Honey Tangerine, Avocado & Quinoa Salad with Asian Citrus Vinaigrette

Honey Tangerine & Quinoa Salad with Asian Citrus Vinaigrette by SeasonWithSpice.com

With spring around the corner, start adding more color to your diet with this Honey Tangerine, Avocado & Quinoa Salad with an Asian Citrus Vinaigrette.

The salad is bright with citrus fruits, creamy with avocado, and crisp with sunflower shoots. It’s also packed with nutrients from quinoa, and dressed lightly in a refreshing Asian vinaigrette. 

Honey Tangerine & Quinoa Salad with Asian Citrus Dressing recipe by SeasonWithSpice.com

Quinoa is one of my ‘superfood’ staples. I love its fluffy texture, and delicate, nutty taste. It’s easy to prepare and makes a fantastic canvas for salad recipes like this one.

For those of you who are not familiar with quinoa, it is actually a seed that’s high in protein and fiber, along with many other beneficial nutrients. It’s healthy and light, gluten-free, and versatile for making all sorts of dishes. I usually make a big batch, and store the leftovers in the fridge for a meal the next day, and freeze the rest for later.

Citrus & Avocado Quinoa Salad with Asian Dressing by SeasonWithSpice.com

To season this Honey Tangerine, Avocado & Quinoa Salad, I used our Japanese Seven Spice (Shichimi Togarashi) – a great go-to blend for creating delicious, Asian-style vinaigrettes. It adds a spicy touch to the salad, and complements the citrusy and nutty flavors.
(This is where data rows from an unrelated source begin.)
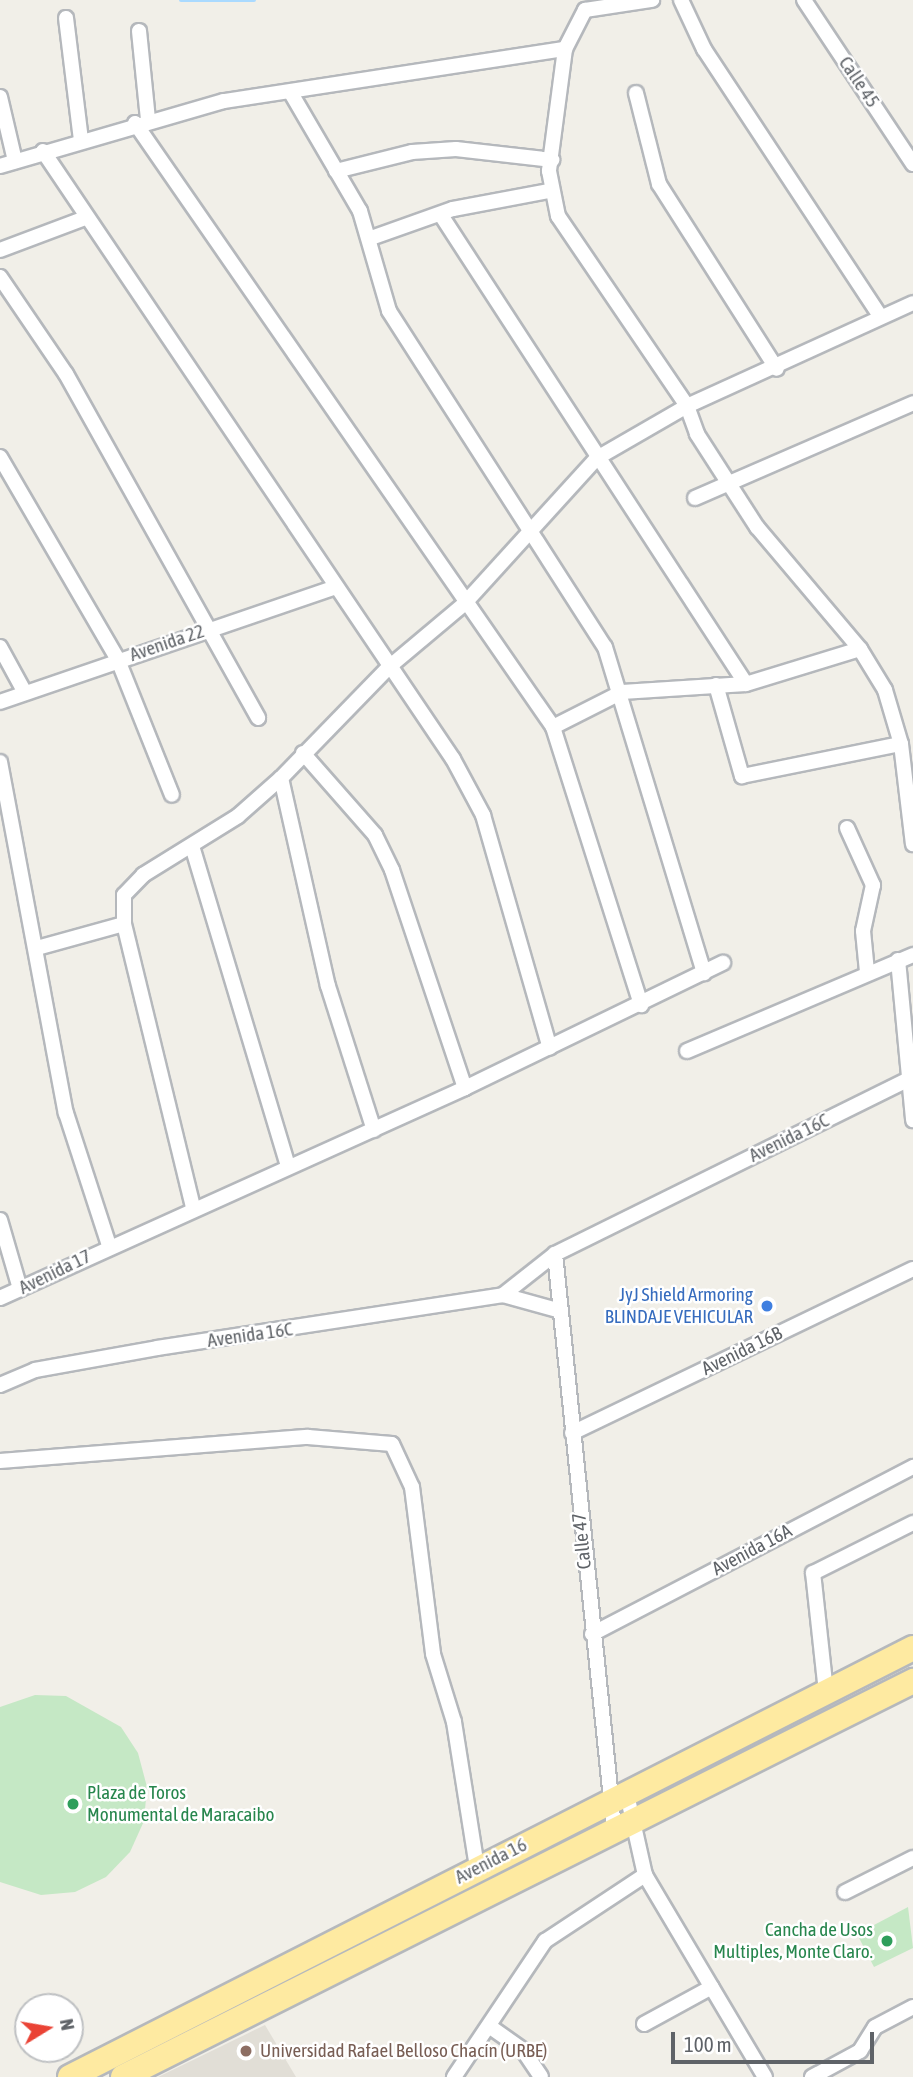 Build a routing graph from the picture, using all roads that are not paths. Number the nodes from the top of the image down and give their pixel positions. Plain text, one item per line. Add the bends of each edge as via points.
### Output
1 (652, 0) edge
2 (681, 0) edge
3 (804, 0) edge
4 (66, 18) dead end
5 (139, 31) dead end
6 (565, 49) junction
7 (291, 93) junction
8 (636, 93) dead end
9 (0, 97) edge
10 (142, 121) junction
11 (81, 141) junction
12 (43, 151) junction
13 (552, 160) junction
14 (15, 161) junction
15 (913, 164) edge
16 (0, 166) edge
17 (336, 171) junction
18 (549, 191) junction
19 (440, 215) junction
20 (85, 218) junction
21 (371, 238) junction
22 (0, 250) edge
23 (0, 277) edge
24 (913, 303) edge
25 (880, 316) junction
26 (777, 369) junction
27 (913, 404) edge
28 (687, 406) junction
29 (0, 457) edge
30 (597, 458) junction
31 (730, 481) junction
32 (695, 498) dead end
33 (530, 535) junction
34 (335, 587) junction
35 (464, 604) junction
36 (208, 629) junction
37 (0, 647) edge
38 (860, 649) junction
39 (118, 660) junction
40 (389, 667) junction
41 (746, 684) junction
42 (716, 685) junction
43 (24, 691) junction
44 (622, 692) junction
45 (0, 702) edge
46 (258, 718) dead end
47 (553, 727) junction
48 (901, 744) junction
49 (303, 752) junction
50 (0, 762) edge
51 (281, 778) junction
52 (172, 795) dead end
53 (847, 828) dead end
54 (913, 844) edge
55 (192, 846) junction
56 (124, 924) junction
57 (913, 947) edge
58 (37, 948) junction
59 (913, 955) edge
60 (898, 960) junction
61 (723, 963) dead end
62 (867, 972) junction
63 (704, 973) junction
64 (641, 1005) junction
65 (550, 1048) junction
66 (687, 1051) dead end
67 (909, 1079) junction
68 (466, 1088) junction
69 (913, 1120) edge
70 (374, 1130) junction
71 (288, 1166) junction
72 (193, 1207) junction
73 (0, 1220) edge
74 (2, 1238) edge
75 (109, 1245) junction
76 (555, 1254) junction
77 (913, 1269) edge
78 (20, 1289) junction
79 (503, 1295) junction
80 (0, 1298) edge
81 (561, 1311) junction
82 (0, 1385) edge
83 (572, 1433) junction
84 (0, 1461) edge
85 (913, 1467) edge
86 (913, 1523) edge
87 (592, 1634) junction
88 (913, 1648) edge
89 (913, 1681) edge
90 (826, 1692) junction
91 (618, 1795) junction
92 (624, 1824) junction
93 (913, 1858) edge
94 (477, 1868) junction
95 (645, 1875) junction
96 (845, 1892) dead end
97 (712, 1987) junction
98 (913, 2007) edge
99 (644, 2024) dead end
100 (489, 2026) junction
101 (70, 2077) edge
102 (123, 2077) edge
103 (454, 2077) edge
104 (541, 2077) edge
105 (765, 2077) edge
106 (813, 2077) edge

1 - 6 street via 585,10
2 - 25 street via 704,49
3 - 15 street, Calle 45
4 - 11 street
5 - 10 street
6 - 7 street
6 - 13 street
7 - 10 street
7 - 17 street
8 - 26 street via 659,184
9 - 14 street
10 - 11 street
10 - 35 street
11 - 12 street
12 - 14 street
12 - 20 street
13 - 17 street via 456,149 412,152
13 - 18 street
14 - 16 street
17 - 21 street
18 - 19 street
18 - 28 street via 558,216
19 - 21 street
19 - 30 street
20 - 22 street
20 - 34 street
21 - 33 street via 389,311
23 - 36 street via 66,374
24 - 25 street
25 - 26 street
26 - 28 street
27 - 31 street
28 - 30 street
28 - 31 street via 697,434
29 - 39 street
30 - 33 street
30 - 41 street
31 - 32 street
31 - 38 street via 782,562
33 - 35 street
33 - 44 street via 605,647
34 - 36 street, Avenida 22
34 - 40 street
35 - 40 street
35 - 47 street
36 - 39 street, Avenida 22
36 - 46 street
37 - 43 street
38 - 41 street
38 - 48 street via 885,690
39 - 43 street, Avenida 22
39 - 52 street
40 - 49 street
40 - 65 street via 453,759 483,815
41 - 42 street
42 - 44 street
42 - 48 street via 742,776
43 - 45 street, Avenida 22
44 - 47 street
44 - 63 street
47 - 64 street
48 - 54 street
49 - 51 street
49 - 68 street via 375,835 392,870
50 - 58 street
51 - 55 street
51 - 70 street via 328,986
53 - 62 street via 873,885 863,931
55 - 56 street via 143,875 124,895
55 - 71 street
56 - 58 street
56 - 72 street
57 - 60 street
58 - 75 street via 66,1113
59 - 60 street
60 - 62 street
60 - 67 street
61 - 63 street, Avenida 17
62 - 66 street
63 - 64 street, Avenida 17
64 - 65 street, Avenida 17
65 - 68 street, Avenida 17
67 - 69 street
67 - 76 street, Avenida 16C
68 - 70 street, Avenida 17
70 - 71 street, Avenida 17
71 - 72 street, Avenida 17
72 - 75 street, Avenida 17
73 - 74 street
74 - 78 street
75 - 78 street, Avenida 17
76 - 79 street, Avenida 16C
76 - 81 street, Calle 47
77 - 83 street, Avenida 16B
78 - 80 street, Avenida 17
79 - 81 street
79 - 82 street, Avenida 16C via 157,1348 35,1370
81 - 83 street, Calle 47
83 - 87 street, Calle 47
84 - 94 street via 308,1437 361,1437 391,1444 412,1487 433,1654 454,1721
85 - 87 street, Avenida 16A
86 - 90 street via 813,1573
87 - 91 street, Calle 47
88 - 90 highway, Avenida 16
89 - 92 highway, Avenida 16
90 - 91 highway, Avenida 16
91 - 92 street, Calle 47
91 - 92 street
91 - 94 highway, Avenida 16
92 - 95 street
92 - 102 highway, Avenida 16
93 - 96 street
94 - 101 highway, Avenida 16
95 - 97 street
95 - 100 street via 545,1941
97 - 99 street
97 - 105 street
98 - 106 street via 875,2027 860,2051
100 - 103 street
100 - 104 street via 523,2050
Pick your favorite sweet citrus fruit for the salad. I recommend Honey Tangerines – which are in season right now – because they’re just so juicy and sweet. Perfect for salads! 

For the greens, I added in a large handful of local sunflower shoots that I picked up at our co-op from Jeff @ Mana Gardens. The shoots add a fresh, lemony-nutty flavor to the salad, and a wonderful crunch that goes so well with the fluffy quinoa. If you don’t have access to sunflower shoots, add in some peppery arugula instead.

Honey Tangerine, Avocado & Quinoa Salad with Asian Dressing by SeasonWithSpice.com

Tangerine, Avocado & Quinoa Salad with Asian Citrus Vinaigrette
Serves 2-4

Ingredients:
2 cups cooked quinoa*
2 honey tangerines, or any sweet variety of orange – sliced into small chunks
1/2 small red onion – diced
1 avocado – cubed
1/2 red bell pepper – diced
A large handful of sunflower shoots or arugula
1/2 tsp to 1 tsp Season with Spice’s Spicy Japanese Seven Spice

Vinaigrette:
Leftover juice from the tangerine/orange that you chopped
A few squeezes of lemon juice or lime juice
1 tbsp of extra virgin olive oil or sunflower oil
1 tbsp honey, or more
1 tsp Season with Spice’s Spicy Japanese Seven Spice

Method:
1. Whisk together the vinaigrette ingredients. Set aside.
2. In a large bowl, combine quinoa, tangerine/orange, red onion, avocado, red bell pepper and sunflower shoots. When ready to serve, pour the vinaigrette over the salad and gently toss to combine. Taste, and sprinkle in more Japanese Seven Spice if you like. Enjoy!

How to cook quinoa:
1. Rinse quinoa in cold water thoroughly before cooking. This helps to remove any remnants of the natural coating around the seeds called saporin, which can make the quinoa taste slightly bitter. Drain well in a fine sieve.
2. Combine 1 part quinoa with 2 parts water or broth in a saucepan. Add in a pinch of salt. Bring it to a boil. Cover, reduce heat to low, and simmer until quinoa is tender – about 15 minutes.
3. When it’s done, fluff the quinoa gently with a fork. (If there’s any remaining liquid, just continue simmering over low heat for another 2-3 minutes, or until all the water has been absorbed).